AI strategy: 3 essential tips
With this in mind, here are three tips to help you craft your AI strategy effectively.
1. Invest time in identifying the right use cases and how you will measure value
There is a tendency among leaders to consider a use case and ask, “Can I apply AI to this?” The problem with this thinking is that it’s not the right question to ask: If you can fully digitize a process, you can technically apply AI to it. A more productive question to ask is, “What’s the value proposition of applying AI to this use case?”
[ Check out our primer on 10 key artificial intelligence terms for IT and business leaders: Cheat sheet: AI glossary. ]
AI can drive value only if it is applied to a well-defined business problem, and you’ll only know if you’ve hit the mark if you precisely define what success looks like. Depending on the business objective, AI will commonly target profitability, customer experience, or efficiency. Automation from AI can yield cost savings or costs that are redirected to other uses.
You’ll only know if you’ve hit the mark if you precisely define what AI success looks like.
For example, AI can enable a business analyst to spend less time on decisions that are highly predictable and more time doing analytical work that better utilizes their knowledge and experience.

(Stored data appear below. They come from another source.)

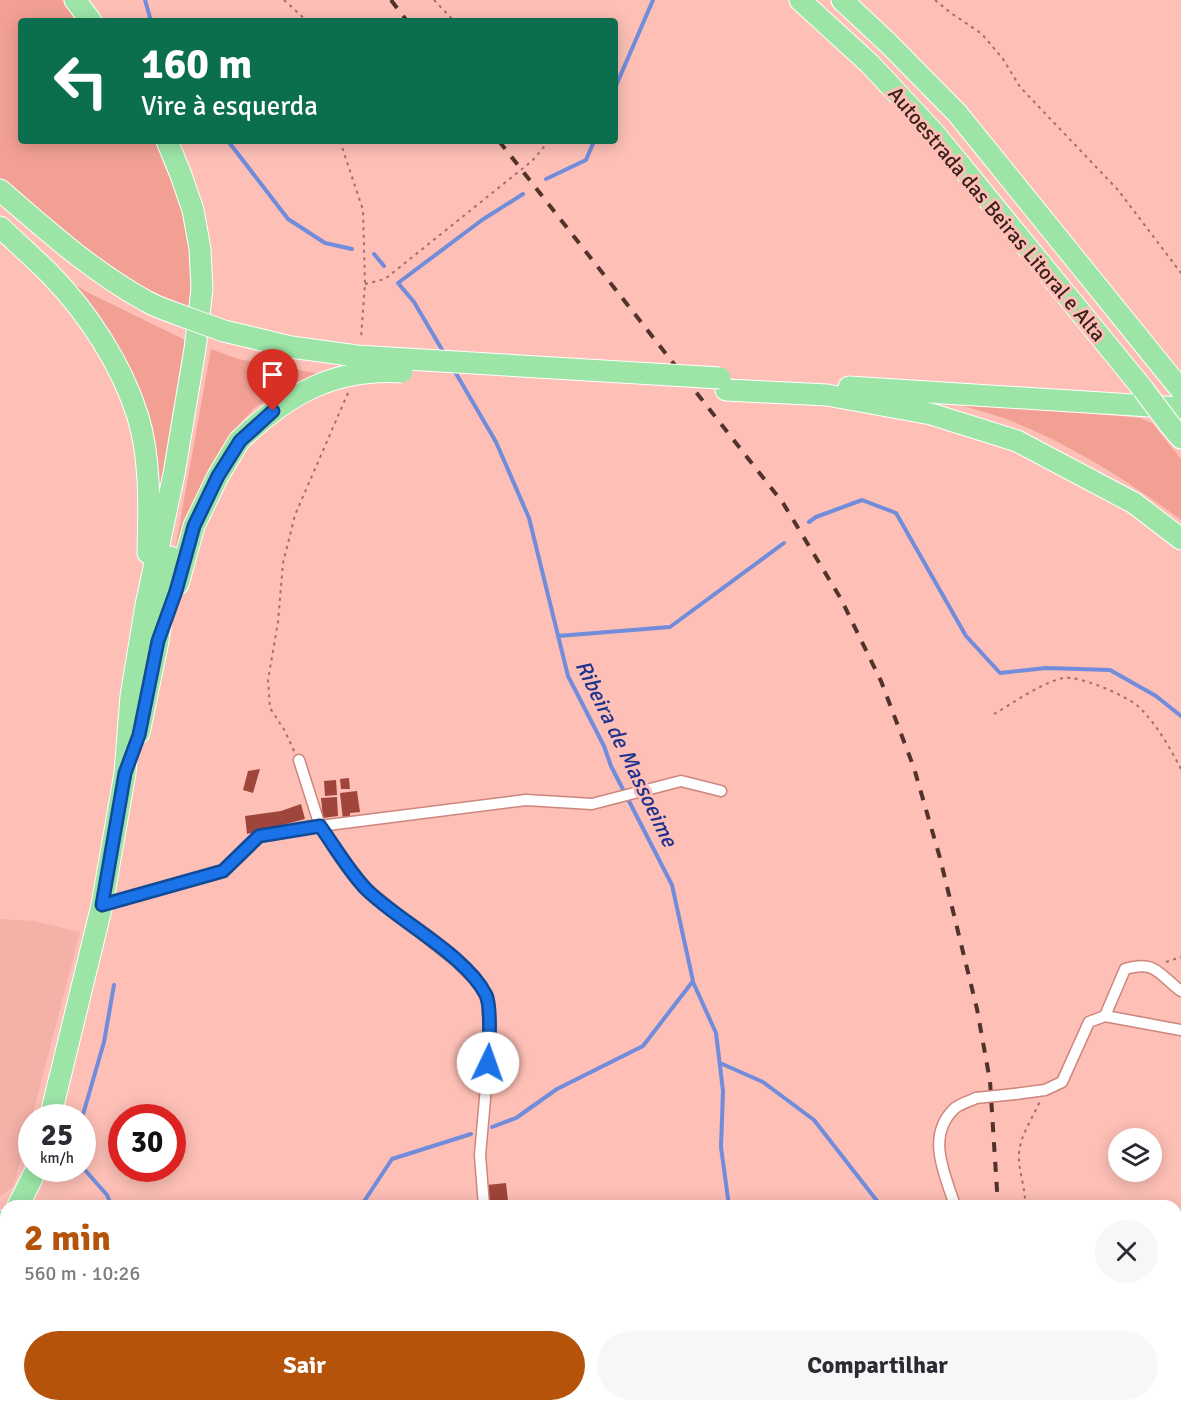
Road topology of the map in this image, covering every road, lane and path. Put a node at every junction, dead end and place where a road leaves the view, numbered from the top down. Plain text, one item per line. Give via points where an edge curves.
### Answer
1 (75, 0) edge
2 (93, 0) edge
3 (284, 0) edge
4 (434, 0) edge
5 (800, 0) edge
6 (842, 0) edge
7 (935, 0) edge
8 (89, 18) edge
9 (105, 18) edge
10 (304, 18) edge
11 (451, 18) edge
12 (167, 144) edge
13 (179, 144) edge
14 (341, 144) edge
15 (546, 144) edge
16 (0, 190) edge
17 (0, 227) edge
18 (1181, 273) edge
19 (365, 284) junction
20 (361, 342) dead end
21 (723, 384) junction
22 (351, 385) dead end
23 (1181, 390) edge
24 (1177, 424) edge
25 (1181, 539) edge
26 (146, 605) junction
27 (158, 641) junction
28 (994, 714) dead end
29 (299, 760) joint
30 (1181, 769) edge
31 (125, 773) junction
32 (721, 791) dead end
33 (320, 826) junction
34 (102, 905) junction
35 (1181, 957) edge
36 (1152, 966) junction
37 (1181, 991) edge
38 (1105, 1016) junction
39 (1181, 1030) edge
40 (1045, 1090) junction
41 (53, 1104) edge
42 (31, 1182) edge
43 (37, 1182) edge
44 (21, 1200) edge
45 (38, 1200) edge
46 (484, 1200) edge
47 (953, 1200) edge
48 (1025, 1200) edge

1 - 8 highway
2 - 9 highway
3 - 10 path
4 - 11 path
5 - 24 highway, Autoestrada das Beiras Litoral e Alta, bridge via 870,64 935,134 1143,389
6 - 23 highway, Autoestrada das Beiras Litoral e Alta via 957,113
7 - 18 path via 982,34 1020,87 1111,182
12 - 26 highway via 193,210 202,289 174,474
13 - 27 highway via 200,191 212,249 212,305
14 - 19 path via 363,210
15 - 19 path via 532,161 385,279
16 - 21 highway, bridge via 106,276 148,302 224,331 291,347 357,356
17 - 26 highway via 51,275 87,318 117,366 138,417 146,459 149,516
19 - 20 path
21 - 24 highway
21 - 25 highway via 827,395 930,414 1017,441 1134,503
21 - 27 highway, bridge via 365,372 313,387 262,419 240,441 218,476 194,526
22 - 29 path via 295,515 283,563 268,680 270,708
26 - 31 highway via 130,696
27 - 31 highway via 139,735
28 - 30 path via 1066,677 1092,681 1138,706 1170,747
29 - 33 street
31 - 34 highway
32 - 33 street via 681,781 592,804 526,800
33 - 34 street via 259,836 223,871
33 - 46 street via 367,890 458,962 487,997 490,1042 480,1155
34 - 41 highway
35 - 36 path
36 - 37 street
36 - 38 street via 1125,969
38 - 39 street
38 - 40 street via 1089,1022 1062,1082
40 - 47 street, bridge via 976,1098 956,1107 942,1126 938,1146
40 - 48 path via 1024,1133 1019,1154
42 - 44 highway
43 - 45 highway

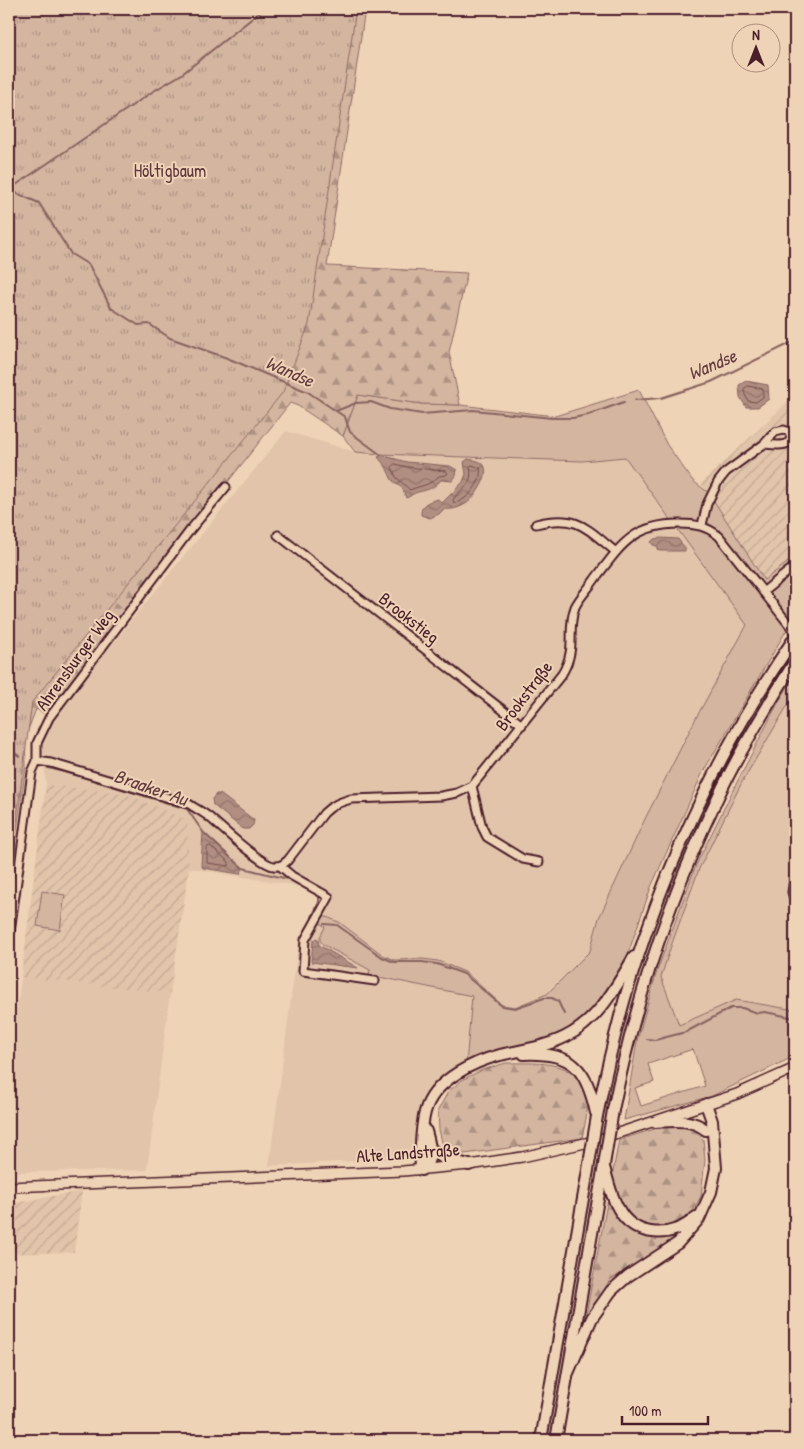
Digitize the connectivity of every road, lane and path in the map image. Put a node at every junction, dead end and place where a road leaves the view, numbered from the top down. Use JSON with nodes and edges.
{"nodes":[{"id":1,"x":764,"y":444,"type":"dead end"},
{"id":2,"x":226,"y":487,"type":"dead end"},
{"id":3,"x":536,"y":524,"type":"dead end"},
{"id":4,"x":702,"y":525,"type":"junction"},
{"id":5,"x":278,"y":535,"type":"dead end"},
{"id":6,"x":616,"y":552,"type":"junction"},
{"id":7,"x":795,"y":566,"type":"edge"},
{"id":8,"x":763,"y":592,"type":"junction"},
{"id":9,"x":795,"y":632,"type":"edge"},
{"id":10,"x":795,"y":637,"type":"edge"},
{"id":11,"x":795,"y":661,"type":"edge"},
{"id":12,"x":522,"y":725,"type":"junction"},
{"id":13,"x":37,"y":761,"type":"junction"},
{"id":14,"x":472,"y":786,"type":"junction"},
{"id":15,"x":539,"y":862,"type":"dead end"},
{"id":16,"x":280,"y":866,"type":"junction"},
{"id":17,"x":795,"y":873,"type":"edge"},
{"id":18,"x":795,"y":902,"type":"edge"},
{"id":19,"x":9,"y":939,"type":"edge"},
{"id":20,"x":643,"y":941,"type":"junction"},
{"id":21,"x":375,"y":981,"type":"dead end"},
{"id":22,"x":498,"y":1056,"type":"junction"},
{"id":23,"x":795,"y":1068,"type":"edge"},
{"id":24,"x":706,"y":1104,"type":"junction"},
{"id":25,"x":597,"y":1116,"type":"junction"},
{"id":26,"x":655,"y":1122,"type":"junction"},
{"id":27,"x":424,"y":1123,"type":"junction"},
{"id":28,"x":706,"y":1130,"type":"junction"},
{"id":29,"x":714,"y":1147,"type":"junction"},
{"id":30,"x":430,"y":1148,"type":"junction"},
{"id":31,"x":469,"y":1165,"type":"junction"},
{"id":32,"x":604,"y":1165,"type":"junction"},
{"id":33,"x":421,"y":1170,"type":"junction"},
{"id":34,"x":9,"y":1187,"type":"edge"},
{"id":35,"x":704,"y":1209,"type":"junction"},
{"id":36,"x":568,"y":1373,"type":"junction"},
{"id":37,"x":541,"y":1440,"type":"edge"},
{"id":38,"x":556,"y":1440,"type":"edge"}],
"edges":[{"from":1,"to":4,"type":"street"},
{"from":2,"to":13,"type":"street","name":"Ahrensburger Weg"},
{"from":3,"to":6,"type":"street"},
{"from":4,"to":6,"type":"street","name":"Brookstraße"},
{"from":4,"to":8,"type":"street"},
{"from":5,"to":12,"type":"street","name":"Brookstieg"},
{"from":6,"to":12,"type":"street","name":"Brookstraße"},
{"from":7,"to":8,"type":"street"},
{"from":8,"to":9,"type":"street"},
{"from":10,"to":20,"type":"highway"},
{"from":11,"to":32,"type":"highway","bridge":true},
{"from":12,"to":14,"type":"street","name":"Brookstraße"},
{"from":13,"to":16,"type":"street"},
{"from":13,"to":19,"type":"street","name":"Ahrensburger Weg"},
{"from":14,"to":15,"type":"street"},
{"from":14,"to":16,"type":"street"},
{"from":16,"to":21,"type":"street"},
{"from":17,"to":18,"type":"street"},
{"from":20,"to":22,"type":"highway"},
{"from":20,"to":25,"type":"highway"},
{"from":22,"to":25,"type":"highway"},
{"from":22,"to":27,"type":"highway"},
{"from":23,"to":24,"type":"main road","name":"Alte Landstraße"},
{"from":24,"to":26,"type":"main road","name":"Alte Landstraße"},
{"from":24,"to":28,"type":"highway"},
{"from":24,"to":29,"type":"highway"},
{"from":25,"to":37,"type":"highway","bridge":true},
{"from":26,"to":28,"type":"highway"},
{"from":26,"to":31,"type":"main road","name":"Alte Landstraße"},
{"from":27,"to":30,"type":"highway"},
{"from":27,"to":33,"type":"highway"},
{"from":28,"to":29,"type":"highway"},
{"from":29,"to":35,"type":"highway"},
{"from":30,"to":31,"type":"highway"},
{"from":30,"to":33,"type":"highway"},
{"from":31,"to":33,"type":"main road","name":"Alte Landstraße"},
{"from":32,"to":35,"type":"highway"},
{"from":32,"to":36,"type":"highway"},
{"from":33,"to":34,"type":"main road","name":"Alte Landstraße"},
{"from":35,"to":36,"type":"highway"},
{"from":36,"to":38,"type":"highway"}]}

Whatever the KPIs are, these success metrics will drive a learning loop, which will enable the AI system to adjust and improve its performance. It is critical to define KPIs at the beginning of any AI venture and to monitor the KPIs over time so that you can quickly iterate on the solution if needed. That’s what makes the difference between AI as a science lab experiment versus a science-based system that drives real, ongoing business value.
2. Cultivate your data and data-related processes to support the AI initiative
Treat your data as a treasured asset. While data quality and merging disparate data sources are common challenges, one of the biggest challenges in data integration initiatives is streamlining, if not automating, the process of turning data into actionable insights.
To understand why this can be a challenge, consider these questions:
Do you have the right data to address your business case?
Are you able to quickly adapt to frequent data changes?
Can you access data-driven insights at the time they are needed?
Make sure data integration initiatives are a team effort across the entire organization and not just left up to IT or data management teams. There needs to be strategic alignment across the business on the importance of the data, what purposes it will be used for, and how it will be maintained over time.
3. Put the right people in place and foster a culture that supports AI initiatives
If you are looking to develop AI capabilities in-house, keep in mind that AI teams can benefit from having a balance of skillsets. For example, deep expertise in modeling is critical for thorough research and solution development. Data engineering skills are essential in order to execute the solution.
Your AI teams also need leaders who understand the technology, at least enough to know what is and is not possible. In running an AI team, it is important to create an environment that fosters creativity but provides structure. Keep the AI team connected to business leaders in the organization to ensure that AI is being applied to high-priority, high-value use cases that are properly framed.
In running an AI team, it is important to create an environment that fosters creativity but provides structure.
Even if you are outsourcing to a vendor rather than developing AI in-house, having a people-focused company culture can go a long way in driving the success of AI initiatives. Retention of employees who have the skillset and experience working with AI systems can yield positive returns.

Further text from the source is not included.